President steps up ‘sales diplomacy,’ stresses drive for business-friendly environment
Published : 2013-10-07 21:41
Updated : 2013-10-07 21:41
BALI, Indonesia ― President Park Geun-hye urged Asia-Pacific countries to intensify efforts for free trade to help boost the lackluster global economy during an annual regional summit in Bali, Indonesia, Monday.
Speaking at the Asia-Pacific Economic Cooperation summit, Park stressed the importance of the APEC’s role in removing protectionist policies and shoring up a global trade mechanism.
“As many experts point out, trade liberalization is the most effective, least expensive policy that does not involve any fiscal burden, and can help revitalize the economy, create jobs and enhance benefits for consumers,” she said during her speech.
Park also called on the 21 APEC members to work together to yield progress on the long-stalled negotiations over the Doha Development Agenda, aimed at lowering trade barriers across the world, when the World Trade Organization holds its ministerial-level meeting here in December.
Launched in 2001, the DDA talks have made little progress due to differences between developed and developing countries over agricultural and industrial tariffs, and other sensitive issues.
“If the deadlock over the DDA negotiations continues, doubts may arise over whether the WTO can continue to ensure global trade liberalization, and trust toward a multilateral trading system could also be undermined,” she said.
Touching on the spread of protectionism, particularly after the global financial crisis in 2008, Park called for joint efforts to stem it and strengthening a monitoring system against it.
With regard to a series of envisioned regional free trade pacts including the Trans-Pacific Partnership, Park expressed hopes that all these moves would become “building blocks” to forge the comprehensive “Free Trade Area of the Asia-Pacific,” which the APEC has been eyeing since 2004.
Having grown into the world’s eighth-largest trader on the back of export-driven policy, South Korea has long championed free trade as a way to facilitate global economic recovery.
During the Group of 20 summit in Russia last month, Park also emphasized the need to step up efforts in clearing trade hurdles, while exerting a middle-power diplomacy to coordinate between developed and developing countries.
Park arrived in Bali on Sunday to attend the APEC summit.

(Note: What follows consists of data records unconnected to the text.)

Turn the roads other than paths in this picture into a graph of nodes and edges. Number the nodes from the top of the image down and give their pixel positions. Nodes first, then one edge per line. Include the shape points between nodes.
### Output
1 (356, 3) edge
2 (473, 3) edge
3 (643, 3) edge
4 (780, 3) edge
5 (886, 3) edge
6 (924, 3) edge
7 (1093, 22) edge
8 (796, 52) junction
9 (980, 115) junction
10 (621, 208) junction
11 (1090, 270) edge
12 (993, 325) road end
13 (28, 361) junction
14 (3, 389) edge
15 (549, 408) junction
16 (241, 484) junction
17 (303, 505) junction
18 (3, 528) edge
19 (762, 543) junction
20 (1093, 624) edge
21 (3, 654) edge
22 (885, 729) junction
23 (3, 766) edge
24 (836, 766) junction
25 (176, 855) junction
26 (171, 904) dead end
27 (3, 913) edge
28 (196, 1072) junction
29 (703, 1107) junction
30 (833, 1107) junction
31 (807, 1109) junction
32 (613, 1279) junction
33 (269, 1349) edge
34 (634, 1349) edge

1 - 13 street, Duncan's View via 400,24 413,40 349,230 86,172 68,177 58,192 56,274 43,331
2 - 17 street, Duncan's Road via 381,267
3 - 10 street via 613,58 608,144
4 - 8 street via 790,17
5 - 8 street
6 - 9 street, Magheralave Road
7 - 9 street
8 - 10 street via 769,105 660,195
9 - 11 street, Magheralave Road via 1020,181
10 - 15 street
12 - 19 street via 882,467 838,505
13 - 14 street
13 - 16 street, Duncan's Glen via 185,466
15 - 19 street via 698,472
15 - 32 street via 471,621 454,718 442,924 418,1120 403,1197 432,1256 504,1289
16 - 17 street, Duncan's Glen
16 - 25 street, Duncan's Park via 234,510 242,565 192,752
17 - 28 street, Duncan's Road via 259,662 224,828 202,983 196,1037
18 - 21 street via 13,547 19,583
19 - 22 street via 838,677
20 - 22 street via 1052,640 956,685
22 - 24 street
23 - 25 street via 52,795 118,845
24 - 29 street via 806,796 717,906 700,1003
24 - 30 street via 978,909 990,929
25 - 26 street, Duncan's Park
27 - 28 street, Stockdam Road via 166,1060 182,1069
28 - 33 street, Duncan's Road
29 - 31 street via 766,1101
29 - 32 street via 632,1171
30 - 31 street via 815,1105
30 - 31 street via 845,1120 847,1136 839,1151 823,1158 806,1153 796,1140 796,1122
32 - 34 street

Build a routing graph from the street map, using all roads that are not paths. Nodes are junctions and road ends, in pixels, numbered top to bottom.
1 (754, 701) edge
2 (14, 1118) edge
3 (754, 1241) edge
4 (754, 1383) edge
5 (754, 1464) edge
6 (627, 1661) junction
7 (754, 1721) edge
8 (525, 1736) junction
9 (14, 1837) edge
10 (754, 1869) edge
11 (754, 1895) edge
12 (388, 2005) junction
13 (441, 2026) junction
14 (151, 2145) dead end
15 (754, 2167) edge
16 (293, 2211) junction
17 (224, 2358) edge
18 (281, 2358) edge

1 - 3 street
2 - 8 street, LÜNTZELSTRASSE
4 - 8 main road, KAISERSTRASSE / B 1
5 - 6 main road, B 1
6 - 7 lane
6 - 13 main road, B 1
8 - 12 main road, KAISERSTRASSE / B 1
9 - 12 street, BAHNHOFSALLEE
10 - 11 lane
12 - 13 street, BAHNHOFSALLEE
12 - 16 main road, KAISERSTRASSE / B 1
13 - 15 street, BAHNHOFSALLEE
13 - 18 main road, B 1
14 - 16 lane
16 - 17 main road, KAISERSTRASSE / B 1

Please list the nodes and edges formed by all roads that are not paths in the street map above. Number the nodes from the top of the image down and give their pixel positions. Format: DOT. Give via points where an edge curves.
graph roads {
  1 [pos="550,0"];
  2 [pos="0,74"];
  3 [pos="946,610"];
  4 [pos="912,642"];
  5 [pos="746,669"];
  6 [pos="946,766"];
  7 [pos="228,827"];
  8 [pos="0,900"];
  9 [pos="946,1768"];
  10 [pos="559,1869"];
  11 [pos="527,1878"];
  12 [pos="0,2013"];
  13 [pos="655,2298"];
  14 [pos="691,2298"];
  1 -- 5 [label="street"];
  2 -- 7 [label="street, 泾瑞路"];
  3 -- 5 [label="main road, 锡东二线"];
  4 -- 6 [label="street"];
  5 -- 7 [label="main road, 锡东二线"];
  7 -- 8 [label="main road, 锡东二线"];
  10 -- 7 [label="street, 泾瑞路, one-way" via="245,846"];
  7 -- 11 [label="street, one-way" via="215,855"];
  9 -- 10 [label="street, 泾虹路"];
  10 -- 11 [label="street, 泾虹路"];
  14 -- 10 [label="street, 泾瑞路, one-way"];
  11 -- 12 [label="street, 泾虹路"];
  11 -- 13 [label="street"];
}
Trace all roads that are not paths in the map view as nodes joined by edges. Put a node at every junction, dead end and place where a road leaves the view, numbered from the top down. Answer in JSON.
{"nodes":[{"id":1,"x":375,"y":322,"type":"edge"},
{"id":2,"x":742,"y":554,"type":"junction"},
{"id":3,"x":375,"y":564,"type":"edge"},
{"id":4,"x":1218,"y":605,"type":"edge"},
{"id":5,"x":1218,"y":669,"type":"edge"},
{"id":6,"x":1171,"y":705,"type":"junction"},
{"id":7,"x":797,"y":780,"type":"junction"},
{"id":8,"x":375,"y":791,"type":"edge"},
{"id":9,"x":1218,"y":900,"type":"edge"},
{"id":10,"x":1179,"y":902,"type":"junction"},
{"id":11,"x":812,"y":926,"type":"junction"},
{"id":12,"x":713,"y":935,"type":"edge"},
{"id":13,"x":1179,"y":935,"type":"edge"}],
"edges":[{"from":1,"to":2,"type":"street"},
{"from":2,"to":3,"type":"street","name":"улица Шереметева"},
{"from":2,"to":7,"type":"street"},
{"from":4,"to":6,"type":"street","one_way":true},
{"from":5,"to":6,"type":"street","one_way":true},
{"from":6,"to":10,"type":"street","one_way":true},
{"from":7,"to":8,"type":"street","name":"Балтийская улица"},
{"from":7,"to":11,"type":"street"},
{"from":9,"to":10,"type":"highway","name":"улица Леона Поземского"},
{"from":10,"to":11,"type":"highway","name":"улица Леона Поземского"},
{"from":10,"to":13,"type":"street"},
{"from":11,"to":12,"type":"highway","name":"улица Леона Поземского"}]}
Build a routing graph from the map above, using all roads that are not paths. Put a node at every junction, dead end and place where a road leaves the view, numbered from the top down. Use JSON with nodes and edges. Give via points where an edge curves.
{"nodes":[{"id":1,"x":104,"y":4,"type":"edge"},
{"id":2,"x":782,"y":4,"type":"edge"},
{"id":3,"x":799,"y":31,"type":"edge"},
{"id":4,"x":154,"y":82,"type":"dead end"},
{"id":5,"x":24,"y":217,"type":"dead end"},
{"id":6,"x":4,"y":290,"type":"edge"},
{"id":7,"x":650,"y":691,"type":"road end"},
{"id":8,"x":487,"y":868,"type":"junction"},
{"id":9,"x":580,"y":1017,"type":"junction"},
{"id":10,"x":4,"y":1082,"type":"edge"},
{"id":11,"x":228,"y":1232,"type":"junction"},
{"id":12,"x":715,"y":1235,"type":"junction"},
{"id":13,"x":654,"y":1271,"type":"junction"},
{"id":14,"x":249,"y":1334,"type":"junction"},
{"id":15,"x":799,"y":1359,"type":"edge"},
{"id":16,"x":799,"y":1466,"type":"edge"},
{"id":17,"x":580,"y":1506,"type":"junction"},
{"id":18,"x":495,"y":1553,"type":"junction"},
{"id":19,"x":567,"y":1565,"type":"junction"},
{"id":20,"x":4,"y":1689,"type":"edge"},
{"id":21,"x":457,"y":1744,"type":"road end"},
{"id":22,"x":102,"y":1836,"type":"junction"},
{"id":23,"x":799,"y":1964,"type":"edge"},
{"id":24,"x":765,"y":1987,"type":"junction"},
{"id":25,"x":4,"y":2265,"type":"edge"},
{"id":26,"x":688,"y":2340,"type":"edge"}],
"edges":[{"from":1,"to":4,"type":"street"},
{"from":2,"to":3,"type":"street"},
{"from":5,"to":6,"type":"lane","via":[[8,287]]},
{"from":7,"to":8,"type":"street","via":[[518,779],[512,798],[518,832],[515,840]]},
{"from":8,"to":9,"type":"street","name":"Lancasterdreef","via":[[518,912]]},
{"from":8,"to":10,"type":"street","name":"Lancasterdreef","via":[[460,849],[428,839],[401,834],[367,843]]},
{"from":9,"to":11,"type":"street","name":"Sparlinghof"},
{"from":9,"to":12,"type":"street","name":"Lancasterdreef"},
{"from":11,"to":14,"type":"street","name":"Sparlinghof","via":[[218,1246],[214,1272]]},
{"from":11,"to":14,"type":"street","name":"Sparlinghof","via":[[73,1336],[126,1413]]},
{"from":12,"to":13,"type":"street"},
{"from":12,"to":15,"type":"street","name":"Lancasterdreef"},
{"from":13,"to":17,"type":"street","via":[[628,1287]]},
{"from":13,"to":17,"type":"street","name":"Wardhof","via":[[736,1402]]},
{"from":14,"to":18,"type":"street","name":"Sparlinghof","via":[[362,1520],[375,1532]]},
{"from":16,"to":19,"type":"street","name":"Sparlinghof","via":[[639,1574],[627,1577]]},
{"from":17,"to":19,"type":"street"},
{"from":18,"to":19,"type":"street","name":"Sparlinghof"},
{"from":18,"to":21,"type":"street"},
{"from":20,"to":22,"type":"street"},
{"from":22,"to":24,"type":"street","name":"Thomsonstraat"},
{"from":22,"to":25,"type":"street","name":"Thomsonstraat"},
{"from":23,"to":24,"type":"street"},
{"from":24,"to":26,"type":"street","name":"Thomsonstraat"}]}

Launched in 1989, the organization has 21 member economies in the Asia-Pacific region including the U.S., Taiwan, Canada, Mexico, Chile and Peru.
The APEC is the largest regional confidence-building and policy coordination entity with its member economies accounting for 58 percent of the world’s gross domestic product and 49 percent of world trade.
Earlier in the day during the APEC Business Advisory Council, Park revved up her sales diplomacy. Vowing to continue to make her country business-friendly, she explained to the council Seoul’s efforts to improve business environments for foreign investors, particularly in terms of its regulatory regime.
Speaking of the ongoing government efforts to transform Korea’s regulatory regime from a “positive” system to a “negative” one, Park underscored that the reform moves were to be applied to foreign companies as well, without discrimination.
A positive system specifies which activities are allowed. Negative systems are more liberal, allowing all activities in principle except for those specifically banned.
The advisory panel is an official civilian entity that listens to APEC leaders’ opinions as to the progress on free trade and investment, and their future policy directions, and offers proposals made by regional entrepreneurs.
During the council session, Park touched on the importance of business innovation, a centerpiece of her “creative economy” drive, to help overcome barriers in four major areas ― regulations, financing, education and national boundaries.
On the second day of the APEC summit on Tuesday, Park is to discuss with the vision of connectivity in the APEC and sustainable growth.
Enhancing connectivity through physical infrastructure such as traffic networks, regulatory and institutional reforms and exchanges among experts have been crucial tasks to promote free trade and regional integration.